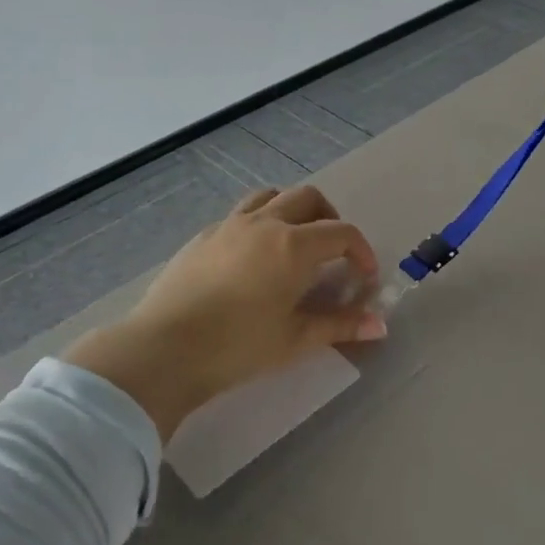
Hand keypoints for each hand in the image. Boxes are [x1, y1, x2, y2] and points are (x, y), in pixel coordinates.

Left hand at [63, 185, 385, 439]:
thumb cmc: (237, 346)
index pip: (342, 233)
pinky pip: (241, 214)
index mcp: (294, 246)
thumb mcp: (295, 338)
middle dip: (330, 217)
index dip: (362, 251)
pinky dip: (260, 222)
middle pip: (308, 198)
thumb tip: (380, 325)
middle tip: (333, 251)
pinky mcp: (203, 236)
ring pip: (271, 195)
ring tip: (294, 240)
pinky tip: (252, 257)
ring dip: (292, 209)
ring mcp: (230, 225)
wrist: (163, 349)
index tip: (365, 276)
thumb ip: (340, 325)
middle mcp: (265, 224)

*-*-*

What to do =
Output the entries above exactly. Do not include the pictures.

Output below =
Hand keypoints for each hand in the image. Boxes are [x1, y1, x2, y2] and points are (x, y), in pixel coordinates.

Left hand at [63, 185, 385, 439]:
thumb cmc: (237, 346)
index pip: (342, 233)
pinky pip: (241, 214)
index mcp: (294, 246)
thumb mcp: (295, 338)
middle dip: (330, 217)
index dip: (362, 251)
pinky dip: (260, 222)
middle pip: (308, 198)
thumb tip: (380, 325)
middle tip: (333, 251)
pinky mcp: (203, 236)
ring pip: (271, 195)
ring tip: (294, 240)
pinky tip: (252, 257)
ring dip: (292, 209)
ring mcp: (230, 225)
wrist: (163, 349)
index tip: (365, 276)
thumb ip: (340, 325)
middle mcp: (265, 224)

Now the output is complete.